WORK ORDER
Would you repeat every entry below word for word but drop the images?

[Stored data]
[Start of Attachment]
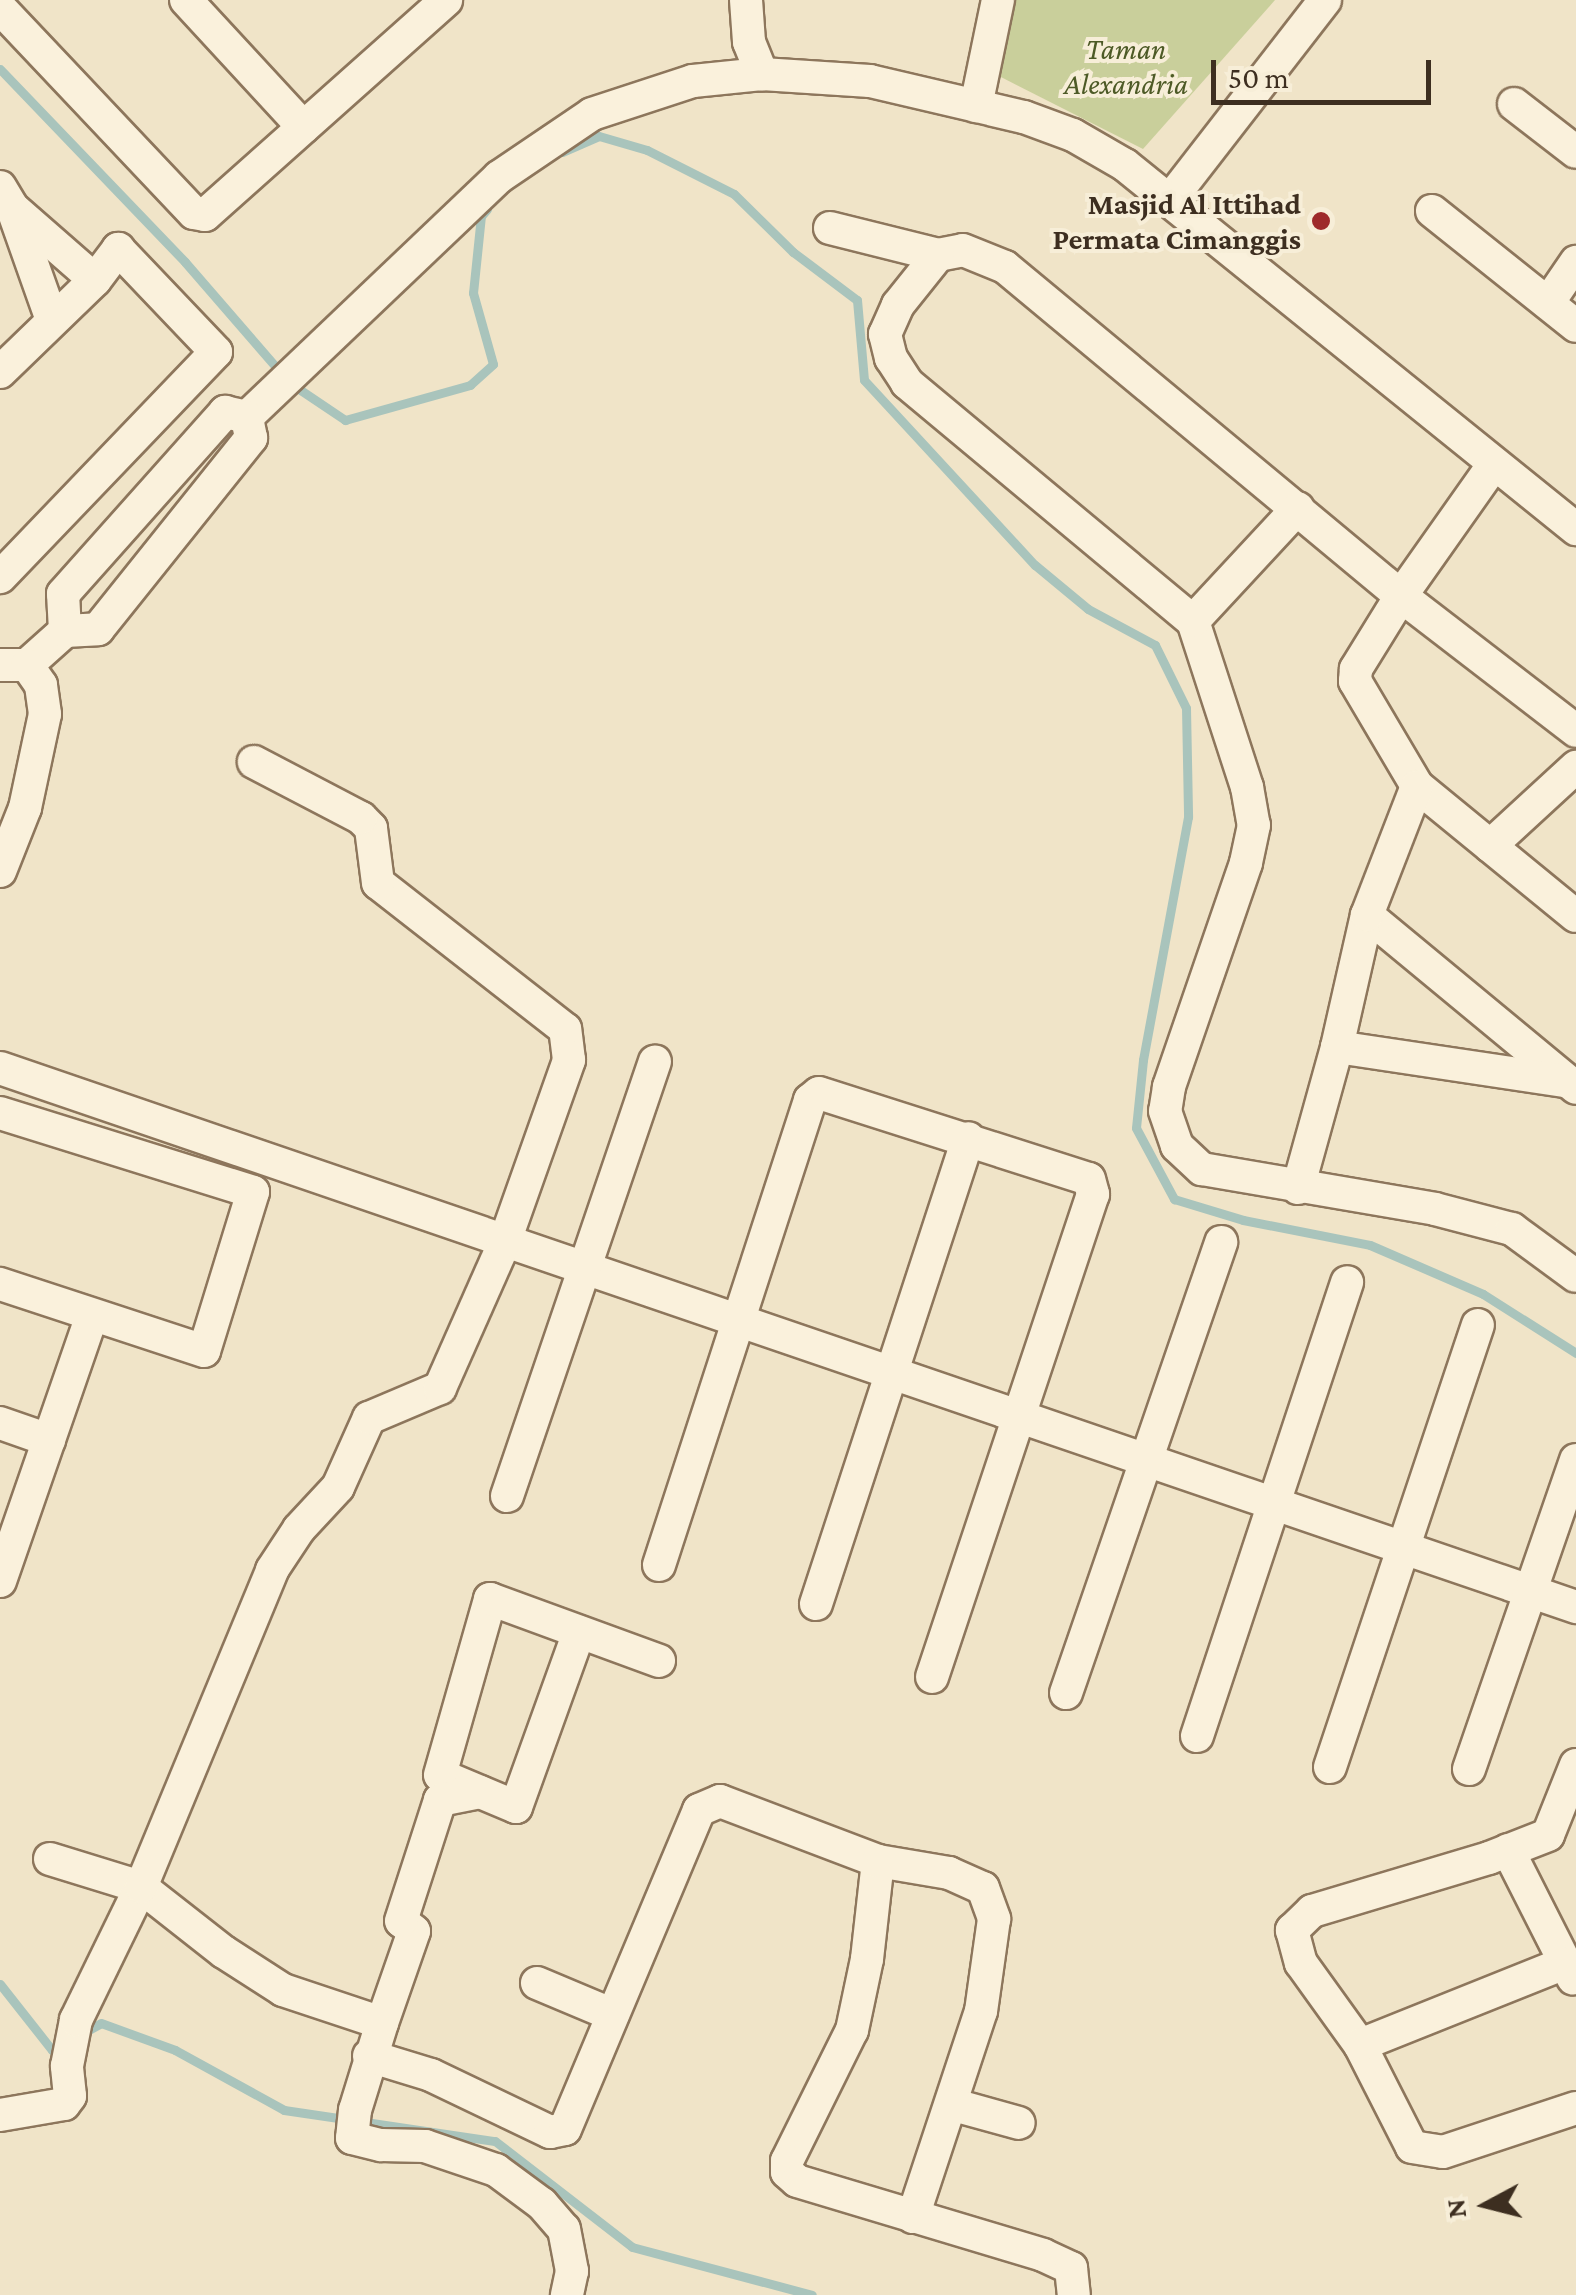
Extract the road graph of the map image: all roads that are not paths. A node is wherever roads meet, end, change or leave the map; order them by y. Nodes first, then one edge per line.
1 (446, 0) edge
2 (746, 0) edge
3 (761, 0) edge
4 (998, 0) edge
5 (1300, 0) edge
6 (1325, 0) edge
7 (204, 6) edge
8 (0, 8) edge
9 (766, 74) junction
10 (1514, 104) dead end
11 (976, 106) junction
12 (303, 127) junction
13 (1576, 152) edge
14 (1162, 195) junction
15 (6, 197) edge
16 (1432, 211) dead end
17 (830, 228) dead end
18 (938, 255) junction
19 (1576, 262) edge
20 (94, 280) junction
21 (1548, 303) junction
22 (52, 320) junction
23 (1576, 326) edge
24 (0, 372) edge
25 (256, 409) junction
26 (1494, 464) junction
27 (1298, 508) junction
28 (1576, 528) edge
29 (0, 577) edge
30 (1401, 596) junction
31 (1193, 621) junction
32 (65, 631) junction
33 (13, 665) edge
34 (1576, 732) edge
35 (254, 762) dead end
36 (1576, 766) edge
37 (1416, 786) junction
38 (1490, 846) junction
39 (0, 871) edge
40 (1367, 914) junction
41 (1576, 916) edge
42 (1337, 1046) junction
43 (655, 1062) dead end
44 (0, 1068) edge
45 (1571, 1085) edge
46 (0, 1113) edge
47 (968, 1138) junction
48 (1298, 1188) junction
49 (505, 1240) junction
50 (1221, 1242) dead end
51 (582, 1267) junction
52 (1576, 1276) edge
53 (1347, 1282) dead end
54 (0, 1284) edge
55 (92, 1316) junction
56 (736, 1320) junction
57 (1478, 1325) dead end
58 (890, 1372) junction
59 (1019, 1416) junction
60 (0, 1423) edge
61 (50, 1440) junction
62 (1146, 1460) junction
63 (1576, 1460) edge
64 (507, 1496) dead end
65 (1271, 1502) junction
66 (1401, 1547) junction
67 (660, 1566) dead end
68 (0, 1581) edge
69 (1530, 1591) junction
70 (816, 1604) dead end
71 (1576, 1607) edge
72 (579, 1632) junction
73 (659, 1661) dead end
74 (932, 1677) dead end
75 (1066, 1693) dead end
76 (1198, 1736) dead end
77 (1576, 1765) edge
78 (1330, 1767) dead end
79 (1469, 1769) dead end
80 (480, 1792) junction
81 (1508, 1850) junction
82 (50, 1860) dead end
83 (878, 1861) junction
84 (141, 1888) junction
85 (1569, 1973) edge
86 (537, 1983) dead end
87 (613, 2015) junction
88 (382, 2024) junction
89 (1360, 2045) junction
90 (369, 2056) junction
91 (954, 2104) junction
92 (1576, 2108) edge
93 (0, 2114) edge
94 (1019, 2124) dead end
95 (913, 2218) junction
96 (567, 2295) edge
97 (1074, 2295) edge

1 - 12 street
2 - 9 street
3 - 9 street
4 - 11 street
5 - 14 street
6 - 14 street
7 - 12 street
8 - 12 street
9 - 11 street
9 - 25 street
10 - 13 street
11 - 14 street
14 - 26 street
15 - 20 street
15 - 22 street
16 - 21 street
17 - 18 street
18 - 27 street
18 - 31 street
19 - 21 street
20 - 22 street
20 - 29 street
21 - 23 street
22 - 24 street
25 - 32 street
25 - 32 street
26 - 28 street
26 - 30 street
27 - 30 street
27 - 31 street
30 - 34 street
30 - 37 street
31 - 48 street
32 - 33 street
33 - 39 street
35 - 49 street
36 - 38 street
37 - 38 street
37 - 40 street
38 - 41 street
40 - 42 street
40 - 45 street
42 - 45 street
42 - 48 street
43 - 51 street
44 - 49 street
46 - 55 street
47 - 56 street
47 - 58 street
47 - 59 street
48 - 52 street
49 - 51 street
49 - 84 street
50 - 62 street
51 - 56 street
51 - 64 street
53 - 65 street
54 - 55 street
55 - 61 street
56 - 58 street
56 - 67 street
57 - 66 street
58 - 59 street
58 - 70 street
59 - 62 street
59 - 74 street
60 - 61 street
61 - 68 street
62 - 65 street
62 - 75 street
63 - 69 street
65 - 66 street
65 - 76 street
66 - 69 street
66 - 78 street
69 - 71 street
69 - 79 street
72 - 73 street
72 - 80 street
72 - 80 street
77 - 81 street
80 - 88 street
81 - 85 street
81 - 89 street
82 - 84 street
83 - 87 street
83 - 91 street
83 - 95 street
84 - 88 street
84 - 93 street
85 - 89 street
86 - 87 street
87 - 90 street
88 - 90 street
89 - 92 street
90 - 96 street
91 - 94 street
91 - 95 street
95 - 97 street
[End of Attachment]
ANSWER SECTION
Extract the road graph of the map image: all roads that are not paths. A node is wherever roads meet, end, change or leave the map; order them by y. Nodes first, then one edge per line.
1 (446, 0) edge
2 (746, 0) edge
3 (761, 0) edge
4 (998, 0) edge
5 (1300, 0) edge
6 (1325, 0) edge
7 (204, 6) edge
8 (0, 8) edge
9 (766, 74) junction
10 (1514, 104) dead end
11 (976, 106) junction
12 (303, 127) junction
13 (1576, 152) edge
14 (1162, 195) junction
15 (6, 197) edge
16 (1432, 211) dead end
17 (830, 228) dead end
18 (938, 255) junction
19 (1576, 262) edge
20 (94, 280) junction
21 (1548, 303) junction
22 (52, 320) junction
23 (1576, 326) edge
24 (0, 372) edge
25 (256, 409) junction
26 (1494, 464) junction
27 (1298, 508) junction
28 (1576, 528) edge
29 (0, 577) edge
30 (1401, 596) junction
31 (1193, 621) junction
32 (65, 631) junction
33 (13, 665) edge
34 (1576, 732) edge
35 (254, 762) dead end
36 (1576, 766) edge
37 (1416, 786) junction
38 (1490, 846) junction
39 (0, 871) edge
40 (1367, 914) junction
41 (1576, 916) edge
42 (1337, 1046) junction
43 (655, 1062) dead end
44 (0, 1068) edge
45 (1571, 1085) edge
46 (0, 1113) edge
47 (968, 1138) junction
48 (1298, 1188) junction
49 (505, 1240) junction
50 (1221, 1242) dead end
51 (582, 1267) junction
52 (1576, 1276) edge
53 (1347, 1282) dead end
54 (0, 1284) edge
55 (92, 1316) junction
56 (736, 1320) junction
57 (1478, 1325) dead end
58 (890, 1372) junction
59 (1019, 1416) junction
60 (0, 1423) edge
61 (50, 1440) junction
62 (1146, 1460) junction
63 (1576, 1460) edge
64 (507, 1496) dead end
65 (1271, 1502) junction
66 (1401, 1547) junction
67 (660, 1566) dead end
68 (0, 1581) edge
69 (1530, 1591) junction
70 (816, 1604) dead end
71 (1576, 1607) edge
72 (579, 1632) junction
73 (659, 1661) dead end
74 (932, 1677) dead end
75 (1066, 1693) dead end
76 (1198, 1736) dead end
77 (1576, 1765) edge
78 (1330, 1767) dead end
79 (1469, 1769) dead end
80 (480, 1792) junction
81 (1508, 1850) junction
82 (50, 1860) dead end
83 (878, 1861) junction
84 (141, 1888) junction
85 (1569, 1973) edge
86 (537, 1983) dead end
87 (613, 2015) junction
88 (382, 2024) junction
89 (1360, 2045) junction
90 (369, 2056) junction
91 (954, 2104) junction
92 (1576, 2108) edge
93 (0, 2114) edge
94 (1019, 2124) dead end
95 (913, 2218) junction
96 (567, 2295) edge
97 (1074, 2295) edge

1 - 12 street
2 - 9 street
3 - 9 street
4 - 11 street
5 - 14 street
6 - 14 street
7 - 12 street
8 - 12 street
9 - 11 street
9 - 25 street
10 - 13 street
11 - 14 street
14 - 26 street
15 - 20 street
15 - 22 street
16 - 21 street
17 - 18 street
18 - 27 street
18 - 31 street
19 - 21 street
20 - 22 street
20 - 29 street
21 - 23 street
22 - 24 street
25 - 32 street
25 - 32 street
26 - 28 street
26 - 30 street
27 - 30 street
27 - 31 street
30 - 34 street
30 - 37 street
31 - 48 street
32 - 33 street
33 - 39 street
35 - 49 street
36 - 38 street
37 - 38 street
37 - 40 street
38 - 41 street
40 - 42 street
40 - 45 street
42 - 45 street
42 - 48 street
43 - 51 street
44 - 49 street
46 - 55 street
47 - 56 street
47 - 58 street
47 - 59 street
48 - 52 street
49 - 51 street
49 - 84 street
50 - 62 street
51 - 56 street
51 - 64 street
53 - 65 street
54 - 55 street
55 - 61 street
56 - 58 street
56 - 67 street
57 - 66 street
58 - 59 street
58 - 70 street
59 - 62 street
59 - 74 street
60 - 61 street
61 - 68 street
62 - 65 street
62 - 75 street
63 - 69 street
65 - 66 street
65 - 76 street
66 - 69 street
66 - 78 street
69 - 71 street
69 - 79 street
72 - 73 street
72 - 80 street
72 - 80 street
77 - 81 street
80 - 88 street
81 - 85 street
81 - 89 street
82 - 84 street
83 - 87 street
83 - 91 street
83 - 95 street
84 - 88 street
84 - 93 street
85 - 89 street
86 - 87 street
87 - 90 street
88 - 90 street
89 - 92 street
90 - 96 street
91 - 94 street
91 - 95 street
95 - 97 street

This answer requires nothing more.